Boris n'a pas pu s'empêcher de remarquer un commentaire de Jack Bouttell dans une vidéo de 11th Hour Racing Team où le bateau accélère jusqu'au point où les foils commencent à bourdonner. Jack parle ensuite de "plongeon inévitable", lorsque l'étrave s'enfonce dans la vague. Boris Herrmann affirme que cela ne s'est encore jamais produit sur Team Malizia.
Le skipper de Malizia est impatient de naviguer sur la troisième étape; le marathon de 12 750 milles entre Cape Town et Itajaì, où il prendra la place de Yann Eliès - qui rejoindra le team ensuite pour la quatrième étape vers Newport. "Je suis absolument impatient de repartir. La prochaine étape est le point culminant de The Ocean Race", déclare-t-il. "Toute la course a été fantastique jusqu'à présent, mais la prochaine étape est vraiment la plus importante. C'est celle qui nous projette aussi vers le Vendée Globe. C'est celle où vous voulez vraiment pousser votre bateau au maximum dans ces conditions inimitables du Sud. C'est celle qui permettra aux cinq skippers de faire la différence en solitaire en 2024. Nous aurons navigué dans les mers du Sud avec notre bateau. Cette prochaine étape est l'une des raisons pour laquelle nous sommes ici sur The Ocean Race."

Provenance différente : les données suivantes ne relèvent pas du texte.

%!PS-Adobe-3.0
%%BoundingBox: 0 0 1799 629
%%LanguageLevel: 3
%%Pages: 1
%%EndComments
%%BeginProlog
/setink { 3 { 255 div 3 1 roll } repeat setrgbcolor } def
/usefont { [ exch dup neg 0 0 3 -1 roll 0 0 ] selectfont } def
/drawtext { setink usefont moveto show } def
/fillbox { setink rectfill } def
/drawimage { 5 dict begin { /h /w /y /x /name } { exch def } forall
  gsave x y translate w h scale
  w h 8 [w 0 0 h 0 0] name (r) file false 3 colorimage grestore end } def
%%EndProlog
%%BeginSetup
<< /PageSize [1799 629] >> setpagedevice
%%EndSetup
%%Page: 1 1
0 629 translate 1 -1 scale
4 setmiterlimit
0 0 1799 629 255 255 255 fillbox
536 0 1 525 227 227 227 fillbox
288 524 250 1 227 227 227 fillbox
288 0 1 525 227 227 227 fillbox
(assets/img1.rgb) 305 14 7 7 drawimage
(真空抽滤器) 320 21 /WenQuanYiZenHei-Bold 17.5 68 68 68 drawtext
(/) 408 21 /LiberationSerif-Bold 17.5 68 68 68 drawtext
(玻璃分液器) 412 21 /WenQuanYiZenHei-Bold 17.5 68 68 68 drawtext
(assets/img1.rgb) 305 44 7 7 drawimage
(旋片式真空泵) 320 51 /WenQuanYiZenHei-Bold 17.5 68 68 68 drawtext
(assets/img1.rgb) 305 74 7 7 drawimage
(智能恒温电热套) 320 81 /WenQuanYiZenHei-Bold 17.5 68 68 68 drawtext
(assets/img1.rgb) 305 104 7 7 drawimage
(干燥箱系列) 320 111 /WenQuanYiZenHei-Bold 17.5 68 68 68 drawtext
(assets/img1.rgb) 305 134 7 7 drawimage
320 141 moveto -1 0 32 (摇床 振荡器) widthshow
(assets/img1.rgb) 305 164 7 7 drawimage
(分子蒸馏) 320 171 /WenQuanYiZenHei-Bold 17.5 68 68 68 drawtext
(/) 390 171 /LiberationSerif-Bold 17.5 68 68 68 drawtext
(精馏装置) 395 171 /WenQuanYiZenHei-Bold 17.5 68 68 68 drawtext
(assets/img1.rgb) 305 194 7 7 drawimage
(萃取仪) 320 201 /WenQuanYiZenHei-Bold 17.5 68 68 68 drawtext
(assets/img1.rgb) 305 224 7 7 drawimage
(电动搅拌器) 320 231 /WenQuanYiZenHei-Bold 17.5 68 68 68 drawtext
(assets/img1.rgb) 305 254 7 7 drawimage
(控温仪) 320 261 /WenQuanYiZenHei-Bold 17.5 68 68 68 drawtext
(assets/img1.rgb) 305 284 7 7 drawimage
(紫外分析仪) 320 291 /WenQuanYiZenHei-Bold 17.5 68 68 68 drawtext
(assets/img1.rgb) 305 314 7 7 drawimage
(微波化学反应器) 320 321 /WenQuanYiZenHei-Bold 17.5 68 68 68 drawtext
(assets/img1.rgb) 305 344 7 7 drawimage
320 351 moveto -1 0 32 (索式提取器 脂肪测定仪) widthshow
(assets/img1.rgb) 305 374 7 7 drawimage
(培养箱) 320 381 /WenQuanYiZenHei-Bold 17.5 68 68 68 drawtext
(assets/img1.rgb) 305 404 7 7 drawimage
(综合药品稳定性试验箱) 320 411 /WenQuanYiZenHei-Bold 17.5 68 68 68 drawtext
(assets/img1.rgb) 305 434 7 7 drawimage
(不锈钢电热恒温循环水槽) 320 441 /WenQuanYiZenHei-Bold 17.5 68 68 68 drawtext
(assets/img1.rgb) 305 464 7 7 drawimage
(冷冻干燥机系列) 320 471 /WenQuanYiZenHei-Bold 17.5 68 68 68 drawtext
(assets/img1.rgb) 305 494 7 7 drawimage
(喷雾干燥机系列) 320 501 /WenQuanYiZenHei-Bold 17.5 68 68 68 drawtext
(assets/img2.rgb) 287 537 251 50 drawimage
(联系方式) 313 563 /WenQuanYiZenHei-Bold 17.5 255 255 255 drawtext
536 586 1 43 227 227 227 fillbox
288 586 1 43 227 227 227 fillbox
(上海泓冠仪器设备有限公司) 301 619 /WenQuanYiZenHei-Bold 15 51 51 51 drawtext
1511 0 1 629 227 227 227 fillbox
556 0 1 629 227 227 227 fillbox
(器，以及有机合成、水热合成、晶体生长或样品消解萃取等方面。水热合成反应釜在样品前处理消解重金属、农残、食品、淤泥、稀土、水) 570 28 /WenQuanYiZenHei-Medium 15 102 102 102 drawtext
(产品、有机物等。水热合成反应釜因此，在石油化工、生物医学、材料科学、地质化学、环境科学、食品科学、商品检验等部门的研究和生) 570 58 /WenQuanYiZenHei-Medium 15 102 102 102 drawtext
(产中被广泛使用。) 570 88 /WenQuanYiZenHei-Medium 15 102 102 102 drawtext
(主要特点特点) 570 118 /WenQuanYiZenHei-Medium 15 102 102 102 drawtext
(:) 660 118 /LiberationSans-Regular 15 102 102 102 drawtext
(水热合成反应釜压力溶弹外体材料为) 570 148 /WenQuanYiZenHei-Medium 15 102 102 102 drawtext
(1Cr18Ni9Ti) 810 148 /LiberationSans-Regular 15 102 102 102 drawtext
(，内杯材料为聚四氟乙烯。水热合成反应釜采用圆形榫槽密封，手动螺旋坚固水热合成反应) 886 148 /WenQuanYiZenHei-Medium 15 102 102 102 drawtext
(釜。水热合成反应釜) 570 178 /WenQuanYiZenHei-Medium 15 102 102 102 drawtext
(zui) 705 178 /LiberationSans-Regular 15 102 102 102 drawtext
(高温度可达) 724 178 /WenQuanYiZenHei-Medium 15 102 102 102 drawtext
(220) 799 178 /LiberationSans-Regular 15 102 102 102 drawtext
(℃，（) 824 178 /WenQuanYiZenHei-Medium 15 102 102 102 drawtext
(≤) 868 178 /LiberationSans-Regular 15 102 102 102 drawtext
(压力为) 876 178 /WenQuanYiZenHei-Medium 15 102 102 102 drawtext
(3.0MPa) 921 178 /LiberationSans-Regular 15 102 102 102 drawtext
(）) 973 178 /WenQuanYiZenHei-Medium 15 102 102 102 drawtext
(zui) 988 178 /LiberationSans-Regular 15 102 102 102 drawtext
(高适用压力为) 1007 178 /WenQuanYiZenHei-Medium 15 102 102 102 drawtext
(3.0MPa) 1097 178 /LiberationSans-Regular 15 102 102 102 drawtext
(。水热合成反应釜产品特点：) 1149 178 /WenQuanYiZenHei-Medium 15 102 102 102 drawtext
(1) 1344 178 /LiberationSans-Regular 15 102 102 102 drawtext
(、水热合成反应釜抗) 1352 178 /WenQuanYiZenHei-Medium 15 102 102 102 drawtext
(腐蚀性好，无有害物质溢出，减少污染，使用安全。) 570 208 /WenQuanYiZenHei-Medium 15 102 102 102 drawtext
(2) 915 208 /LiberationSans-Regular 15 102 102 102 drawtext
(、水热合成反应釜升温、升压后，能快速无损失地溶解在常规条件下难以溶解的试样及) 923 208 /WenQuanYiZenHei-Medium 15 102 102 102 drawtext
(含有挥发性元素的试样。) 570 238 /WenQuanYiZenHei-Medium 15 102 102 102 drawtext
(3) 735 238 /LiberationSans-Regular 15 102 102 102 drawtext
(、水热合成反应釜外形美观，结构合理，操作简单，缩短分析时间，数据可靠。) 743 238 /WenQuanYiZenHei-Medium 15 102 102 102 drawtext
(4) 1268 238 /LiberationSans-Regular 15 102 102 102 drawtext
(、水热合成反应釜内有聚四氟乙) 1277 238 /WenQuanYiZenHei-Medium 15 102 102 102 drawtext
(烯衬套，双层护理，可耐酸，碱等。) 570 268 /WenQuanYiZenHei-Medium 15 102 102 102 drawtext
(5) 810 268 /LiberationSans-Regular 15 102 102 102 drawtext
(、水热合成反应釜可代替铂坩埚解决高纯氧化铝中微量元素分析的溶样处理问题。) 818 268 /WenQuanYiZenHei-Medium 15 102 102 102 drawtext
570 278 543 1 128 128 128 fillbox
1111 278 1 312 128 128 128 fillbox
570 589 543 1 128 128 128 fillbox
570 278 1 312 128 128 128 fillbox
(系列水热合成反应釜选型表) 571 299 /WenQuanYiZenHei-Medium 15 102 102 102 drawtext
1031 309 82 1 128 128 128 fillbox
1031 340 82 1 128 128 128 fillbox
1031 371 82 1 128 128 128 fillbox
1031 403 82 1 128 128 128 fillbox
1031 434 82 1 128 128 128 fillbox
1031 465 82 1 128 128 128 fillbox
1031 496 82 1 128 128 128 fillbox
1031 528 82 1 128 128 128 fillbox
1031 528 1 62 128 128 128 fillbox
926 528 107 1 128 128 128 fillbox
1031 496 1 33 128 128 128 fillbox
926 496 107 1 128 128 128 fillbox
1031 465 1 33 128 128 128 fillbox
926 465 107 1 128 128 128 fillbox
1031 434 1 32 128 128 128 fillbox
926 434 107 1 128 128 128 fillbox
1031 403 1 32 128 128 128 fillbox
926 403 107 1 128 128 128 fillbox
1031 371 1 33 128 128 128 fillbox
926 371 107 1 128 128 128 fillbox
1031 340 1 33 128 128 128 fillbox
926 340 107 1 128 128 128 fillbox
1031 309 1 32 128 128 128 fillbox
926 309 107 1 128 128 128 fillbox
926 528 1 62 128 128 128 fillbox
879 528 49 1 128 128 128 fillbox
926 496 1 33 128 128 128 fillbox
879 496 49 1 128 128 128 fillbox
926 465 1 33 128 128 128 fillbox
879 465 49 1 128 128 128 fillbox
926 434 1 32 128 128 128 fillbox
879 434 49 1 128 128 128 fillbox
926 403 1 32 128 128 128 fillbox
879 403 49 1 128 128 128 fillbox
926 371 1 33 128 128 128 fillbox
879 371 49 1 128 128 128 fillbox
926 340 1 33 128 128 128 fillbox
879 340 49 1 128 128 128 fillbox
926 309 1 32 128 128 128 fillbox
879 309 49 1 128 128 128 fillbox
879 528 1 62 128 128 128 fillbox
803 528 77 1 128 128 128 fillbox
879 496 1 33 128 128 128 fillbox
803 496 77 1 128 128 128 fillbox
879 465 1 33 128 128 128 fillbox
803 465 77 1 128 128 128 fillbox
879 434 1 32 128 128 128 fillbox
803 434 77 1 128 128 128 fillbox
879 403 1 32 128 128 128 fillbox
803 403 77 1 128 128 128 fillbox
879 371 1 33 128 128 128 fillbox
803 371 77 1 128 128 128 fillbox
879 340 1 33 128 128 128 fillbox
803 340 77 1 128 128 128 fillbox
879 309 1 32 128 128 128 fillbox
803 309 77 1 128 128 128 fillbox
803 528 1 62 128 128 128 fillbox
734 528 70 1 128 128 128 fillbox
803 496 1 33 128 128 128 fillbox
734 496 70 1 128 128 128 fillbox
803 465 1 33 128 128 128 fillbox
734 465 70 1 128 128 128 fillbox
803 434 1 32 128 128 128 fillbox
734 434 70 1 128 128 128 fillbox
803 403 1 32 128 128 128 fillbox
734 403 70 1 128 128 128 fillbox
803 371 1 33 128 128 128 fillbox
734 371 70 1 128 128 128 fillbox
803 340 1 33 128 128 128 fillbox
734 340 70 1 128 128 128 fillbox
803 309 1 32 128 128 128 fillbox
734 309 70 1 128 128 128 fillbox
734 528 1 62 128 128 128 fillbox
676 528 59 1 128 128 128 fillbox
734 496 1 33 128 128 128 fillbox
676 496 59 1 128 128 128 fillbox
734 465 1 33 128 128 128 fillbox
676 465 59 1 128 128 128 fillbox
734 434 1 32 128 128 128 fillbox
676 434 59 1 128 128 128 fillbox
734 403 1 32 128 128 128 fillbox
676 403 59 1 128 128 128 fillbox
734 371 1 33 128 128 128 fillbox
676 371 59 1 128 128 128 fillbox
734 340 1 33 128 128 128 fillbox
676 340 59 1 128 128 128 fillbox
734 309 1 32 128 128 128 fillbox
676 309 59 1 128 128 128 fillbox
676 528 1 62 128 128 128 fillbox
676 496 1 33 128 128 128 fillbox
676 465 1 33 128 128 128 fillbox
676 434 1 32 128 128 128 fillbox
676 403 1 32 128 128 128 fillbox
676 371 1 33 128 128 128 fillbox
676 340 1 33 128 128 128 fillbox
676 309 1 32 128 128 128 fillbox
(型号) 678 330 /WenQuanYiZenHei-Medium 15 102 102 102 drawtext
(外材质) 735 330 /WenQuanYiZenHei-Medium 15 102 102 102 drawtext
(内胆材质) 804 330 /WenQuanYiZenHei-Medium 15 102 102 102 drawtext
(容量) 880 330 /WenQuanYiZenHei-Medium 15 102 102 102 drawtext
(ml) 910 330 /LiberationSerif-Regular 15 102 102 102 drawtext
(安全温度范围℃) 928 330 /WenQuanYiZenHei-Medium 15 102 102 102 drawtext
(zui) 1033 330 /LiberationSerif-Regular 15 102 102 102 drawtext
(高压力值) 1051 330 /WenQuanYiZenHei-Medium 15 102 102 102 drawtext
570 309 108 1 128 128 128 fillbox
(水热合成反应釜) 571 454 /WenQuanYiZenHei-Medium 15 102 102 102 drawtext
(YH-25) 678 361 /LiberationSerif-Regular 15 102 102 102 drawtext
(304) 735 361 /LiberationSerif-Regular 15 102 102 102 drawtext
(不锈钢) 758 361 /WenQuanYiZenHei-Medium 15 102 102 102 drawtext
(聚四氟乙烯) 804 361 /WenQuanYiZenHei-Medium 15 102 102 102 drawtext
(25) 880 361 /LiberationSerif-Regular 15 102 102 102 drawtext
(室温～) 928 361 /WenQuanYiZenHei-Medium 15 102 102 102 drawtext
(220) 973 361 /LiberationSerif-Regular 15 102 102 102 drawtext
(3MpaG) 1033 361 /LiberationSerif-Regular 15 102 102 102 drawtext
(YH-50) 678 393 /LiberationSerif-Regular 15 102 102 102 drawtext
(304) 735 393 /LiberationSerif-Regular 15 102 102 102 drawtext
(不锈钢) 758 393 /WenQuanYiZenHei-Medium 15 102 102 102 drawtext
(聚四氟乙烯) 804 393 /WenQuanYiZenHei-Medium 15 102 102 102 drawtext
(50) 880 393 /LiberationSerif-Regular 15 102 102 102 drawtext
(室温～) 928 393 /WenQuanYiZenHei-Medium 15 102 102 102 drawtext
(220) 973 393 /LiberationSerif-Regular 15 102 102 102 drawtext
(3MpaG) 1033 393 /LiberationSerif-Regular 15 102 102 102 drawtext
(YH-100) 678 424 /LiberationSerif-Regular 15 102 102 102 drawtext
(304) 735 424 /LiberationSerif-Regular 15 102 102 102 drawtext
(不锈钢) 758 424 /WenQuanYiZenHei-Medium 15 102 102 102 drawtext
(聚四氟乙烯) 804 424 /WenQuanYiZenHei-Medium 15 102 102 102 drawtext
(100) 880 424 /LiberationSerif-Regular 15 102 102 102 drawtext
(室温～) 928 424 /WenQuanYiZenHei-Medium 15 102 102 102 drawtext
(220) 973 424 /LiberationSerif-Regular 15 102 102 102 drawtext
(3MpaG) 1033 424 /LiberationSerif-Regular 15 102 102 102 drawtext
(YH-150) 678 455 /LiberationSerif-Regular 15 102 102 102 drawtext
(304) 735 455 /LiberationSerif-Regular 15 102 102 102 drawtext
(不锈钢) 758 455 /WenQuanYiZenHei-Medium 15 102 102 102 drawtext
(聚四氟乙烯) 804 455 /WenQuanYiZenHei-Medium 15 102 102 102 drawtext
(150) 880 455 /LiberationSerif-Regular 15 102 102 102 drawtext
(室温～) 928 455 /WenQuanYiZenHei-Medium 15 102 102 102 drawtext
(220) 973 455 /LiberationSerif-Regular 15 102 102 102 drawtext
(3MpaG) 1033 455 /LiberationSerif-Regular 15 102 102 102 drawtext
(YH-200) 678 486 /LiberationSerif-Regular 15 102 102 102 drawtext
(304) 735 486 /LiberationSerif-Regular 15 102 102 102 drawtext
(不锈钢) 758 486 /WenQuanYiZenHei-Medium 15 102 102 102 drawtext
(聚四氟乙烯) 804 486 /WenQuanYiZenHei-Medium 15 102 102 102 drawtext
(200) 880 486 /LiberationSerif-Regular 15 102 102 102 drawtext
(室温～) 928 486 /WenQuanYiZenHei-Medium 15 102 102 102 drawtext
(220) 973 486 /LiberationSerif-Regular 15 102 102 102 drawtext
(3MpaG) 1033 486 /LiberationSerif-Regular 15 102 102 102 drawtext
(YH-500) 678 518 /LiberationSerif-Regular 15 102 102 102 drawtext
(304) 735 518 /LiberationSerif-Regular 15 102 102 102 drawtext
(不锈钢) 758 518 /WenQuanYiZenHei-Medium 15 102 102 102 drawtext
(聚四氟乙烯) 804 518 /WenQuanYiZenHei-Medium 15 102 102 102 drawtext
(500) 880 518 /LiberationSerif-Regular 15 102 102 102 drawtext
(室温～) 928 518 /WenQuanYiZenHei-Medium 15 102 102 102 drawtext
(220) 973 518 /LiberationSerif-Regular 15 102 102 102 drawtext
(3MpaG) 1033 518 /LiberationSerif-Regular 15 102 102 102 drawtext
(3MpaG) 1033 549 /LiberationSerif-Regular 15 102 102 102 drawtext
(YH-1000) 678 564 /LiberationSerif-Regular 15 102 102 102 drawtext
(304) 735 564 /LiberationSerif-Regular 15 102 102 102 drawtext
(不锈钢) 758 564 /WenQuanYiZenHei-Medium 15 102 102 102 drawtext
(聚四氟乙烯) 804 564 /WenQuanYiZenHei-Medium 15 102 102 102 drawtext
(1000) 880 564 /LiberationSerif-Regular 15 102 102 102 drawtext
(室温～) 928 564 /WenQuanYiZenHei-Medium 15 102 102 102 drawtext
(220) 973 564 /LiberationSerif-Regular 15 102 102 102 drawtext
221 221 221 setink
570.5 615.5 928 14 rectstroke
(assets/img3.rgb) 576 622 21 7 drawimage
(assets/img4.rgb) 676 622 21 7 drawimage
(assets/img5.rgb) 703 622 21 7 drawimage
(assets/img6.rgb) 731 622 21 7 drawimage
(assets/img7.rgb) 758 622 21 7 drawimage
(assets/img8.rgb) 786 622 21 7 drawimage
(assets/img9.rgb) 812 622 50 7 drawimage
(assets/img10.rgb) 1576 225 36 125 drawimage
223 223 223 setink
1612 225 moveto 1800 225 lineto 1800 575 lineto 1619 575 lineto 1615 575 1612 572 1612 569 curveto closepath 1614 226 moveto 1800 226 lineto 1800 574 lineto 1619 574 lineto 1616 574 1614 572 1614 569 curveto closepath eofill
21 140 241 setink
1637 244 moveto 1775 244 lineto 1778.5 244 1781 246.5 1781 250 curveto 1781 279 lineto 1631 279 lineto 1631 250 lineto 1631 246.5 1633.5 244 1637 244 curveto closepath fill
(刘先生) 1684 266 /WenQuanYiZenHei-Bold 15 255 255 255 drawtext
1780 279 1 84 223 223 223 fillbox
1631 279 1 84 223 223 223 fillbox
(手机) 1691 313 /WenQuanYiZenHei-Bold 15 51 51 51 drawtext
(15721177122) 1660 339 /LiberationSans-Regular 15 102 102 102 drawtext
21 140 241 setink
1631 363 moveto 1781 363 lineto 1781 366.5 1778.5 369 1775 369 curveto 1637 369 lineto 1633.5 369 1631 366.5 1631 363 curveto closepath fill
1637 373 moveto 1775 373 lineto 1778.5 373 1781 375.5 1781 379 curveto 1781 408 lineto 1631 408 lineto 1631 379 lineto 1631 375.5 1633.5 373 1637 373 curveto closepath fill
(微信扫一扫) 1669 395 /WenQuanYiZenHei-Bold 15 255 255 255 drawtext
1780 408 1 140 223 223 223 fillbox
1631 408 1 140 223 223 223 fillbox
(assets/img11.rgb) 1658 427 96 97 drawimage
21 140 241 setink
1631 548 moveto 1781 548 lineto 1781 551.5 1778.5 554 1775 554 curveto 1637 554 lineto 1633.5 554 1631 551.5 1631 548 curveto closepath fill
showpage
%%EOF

Pendant ce temps, Team Malizia se bat pour rester en tête, avec une marge de moins de deux milles devant Holcim-PRB, et de trois milles à peine sur 11th Hour Racing Team. Derrière eux, Biotherm (+70 milles) et Guyot Environnement-Team Europe (+261 milles) continuent de combler leur retard.
La météo des prochains jours s'annonce complexe, avec une zone de petits airs qui pourrait compresser la flotte à mesure que les bateaux remontent vers Cape Town. La question est de savoir si Malizia pourra s'accrocher ou si son poids le pénalisera dans des conditions de vent plus légères.
Will Harris est déterminé à pousser l'équipage jusqu'au bout. "Je sens la pression monter lorsque les bateaux commencent à nous rattraper", dit-il. "Je sens presque de la frustration de vouloir rester en tête. Nous allons faire tout ce que nous pouvons pour rester entre la ligne d'arrivée et les autres bateaux... Il y a encore trois jours de navigation. Nous devons maintenir une bonne routine et rester calmes, ce que nous avons réussi à faire jusqu'ici."